- _Exercise goal_: Each record below needs to be retyped exactly.

- _Stored data entries_:

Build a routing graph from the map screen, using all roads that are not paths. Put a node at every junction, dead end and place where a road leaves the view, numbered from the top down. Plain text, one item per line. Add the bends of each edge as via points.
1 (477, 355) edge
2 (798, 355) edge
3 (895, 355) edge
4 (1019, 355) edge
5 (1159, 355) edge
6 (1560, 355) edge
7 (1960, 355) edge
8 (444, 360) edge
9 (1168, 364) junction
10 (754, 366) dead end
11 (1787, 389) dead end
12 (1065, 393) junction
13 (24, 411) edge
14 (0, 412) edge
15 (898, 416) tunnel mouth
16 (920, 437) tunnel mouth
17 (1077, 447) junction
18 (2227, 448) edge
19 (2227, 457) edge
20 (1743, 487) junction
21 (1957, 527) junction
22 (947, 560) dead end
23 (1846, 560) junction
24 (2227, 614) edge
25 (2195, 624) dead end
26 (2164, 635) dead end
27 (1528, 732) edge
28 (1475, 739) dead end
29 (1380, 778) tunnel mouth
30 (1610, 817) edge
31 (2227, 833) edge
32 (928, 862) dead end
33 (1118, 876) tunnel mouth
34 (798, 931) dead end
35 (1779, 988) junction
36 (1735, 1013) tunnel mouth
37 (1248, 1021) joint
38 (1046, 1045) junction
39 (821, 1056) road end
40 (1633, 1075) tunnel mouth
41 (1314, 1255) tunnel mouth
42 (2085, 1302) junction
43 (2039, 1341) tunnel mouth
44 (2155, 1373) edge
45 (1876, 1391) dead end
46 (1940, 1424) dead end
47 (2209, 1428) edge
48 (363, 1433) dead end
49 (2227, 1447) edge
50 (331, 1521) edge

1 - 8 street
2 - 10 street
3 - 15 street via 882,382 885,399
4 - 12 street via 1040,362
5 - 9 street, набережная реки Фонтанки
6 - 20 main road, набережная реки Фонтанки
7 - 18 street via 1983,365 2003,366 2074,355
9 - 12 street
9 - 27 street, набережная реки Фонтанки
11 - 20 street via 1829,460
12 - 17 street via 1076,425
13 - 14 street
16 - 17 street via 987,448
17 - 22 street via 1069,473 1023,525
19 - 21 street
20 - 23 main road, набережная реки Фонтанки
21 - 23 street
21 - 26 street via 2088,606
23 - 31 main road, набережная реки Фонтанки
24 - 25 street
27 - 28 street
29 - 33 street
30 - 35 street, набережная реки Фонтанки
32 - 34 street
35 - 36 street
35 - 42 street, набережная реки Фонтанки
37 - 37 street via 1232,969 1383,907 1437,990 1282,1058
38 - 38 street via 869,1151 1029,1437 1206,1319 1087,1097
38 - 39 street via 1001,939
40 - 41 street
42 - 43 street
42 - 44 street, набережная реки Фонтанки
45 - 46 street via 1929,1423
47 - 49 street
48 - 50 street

- _Task solution_:
Build a routing graph from the map screen, using all roads that are not paths. Put a node at every junction, dead end and place where a road leaves the view, numbered from the top down. Plain text, one item per line. Add the bends of each edge as via points.
1 (477, 355) edge
2 (798, 355) edge
3 (895, 355) edge
4 (1019, 355) edge
5 (1159, 355) edge
6 (1560, 355) edge
7 (1960, 355) edge
8 (444, 360) edge
9 (1168, 364) junction
10 (754, 366) dead end
11 (1787, 389) dead end
12 (1065, 393) junction
13 (24, 411) edge
14 (0, 412) edge
15 (898, 416) tunnel mouth
16 (920, 437) tunnel mouth
17 (1077, 447) junction
18 (2227, 448) edge
19 (2227, 457) edge
20 (1743, 487) junction
21 (1957, 527) junction
22 (947, 560) dead end
23 (1846, 560) junction
24 (2227, 614) edge
25 (2195, 624) dead end
26 (2164, 635) dead end
27 (1528, 732) edge
28 (1475, 739) dead end
29 (1380, 778) tunnel mouth
30 (1610, 817) edge
31 (2227, 833) edge
32 (928, 862) dead end
33 (1118, 876) tunnel mouth
34 (798, 931) dead end
35 (1779, 988) junction
36 (1735, 1013) tunnel mouth
37 (1248, 1021) joint
38 (1046, 1045) junction
39 (821, 1056) road end
40 (1633, 1075) tunnel mouth
41 (1314, 1255) tunnel mouth
42 (2085, 1302) junction
43 (2039, 1341) tunnel mouth
44 (2155, 1373) edge
45 (1876, 1391) dead end
46 (1940, 1424) dead end
47 (2209, 1428) edge
48 (363, 1433) dead end
49 (2227, 1447) edge
50 (331, 1521) edge

1 - 8 street
2 - 10 street
3 - 15 street via 882,382 885,399
4 - 12 street via 1040,362
5 - 9 street, набережная реки Фонтанки
6 - 20 main road, набережная реки Фонтанки
7 - 18 street via 1983,365 2003,366 2074,355
9 - 12 street
9 - 27 street, набережная реки Фонтанки
11 - 20 street via 1829,460
12 - 17 street via 1076,425
13 - 14 street
16 - 17 street via 987,448
17 - 22 street via 1069,473 1023,525
19 - 21 street
20 - 23 main road, набережная реки Фонтанки
21 - 23 street
21 - 26 street via 2088,606
23 - 31 main road, набережная реки Фонтанки
24 - 25 street
27 - 28 street
29 - 33 street
30 - 35 street, набережная реки Фонтанки
32 - 34 street
35 - 36 street
35 - 42 street, набережная реки Фонтанки
37 - 37 street via 1232,969 1383,907 1437,990 1282,1058
38 - 38 street via 869,1151 1029,1437 1206,1319 1087,1097
38 - 39 street via 1001,939
40 - 41 street
42 - 43 street
42 - 44 street, набережная реки Фонтанки
45 - 46 street via 1929,1423
47 - 49 street
48 - 50 street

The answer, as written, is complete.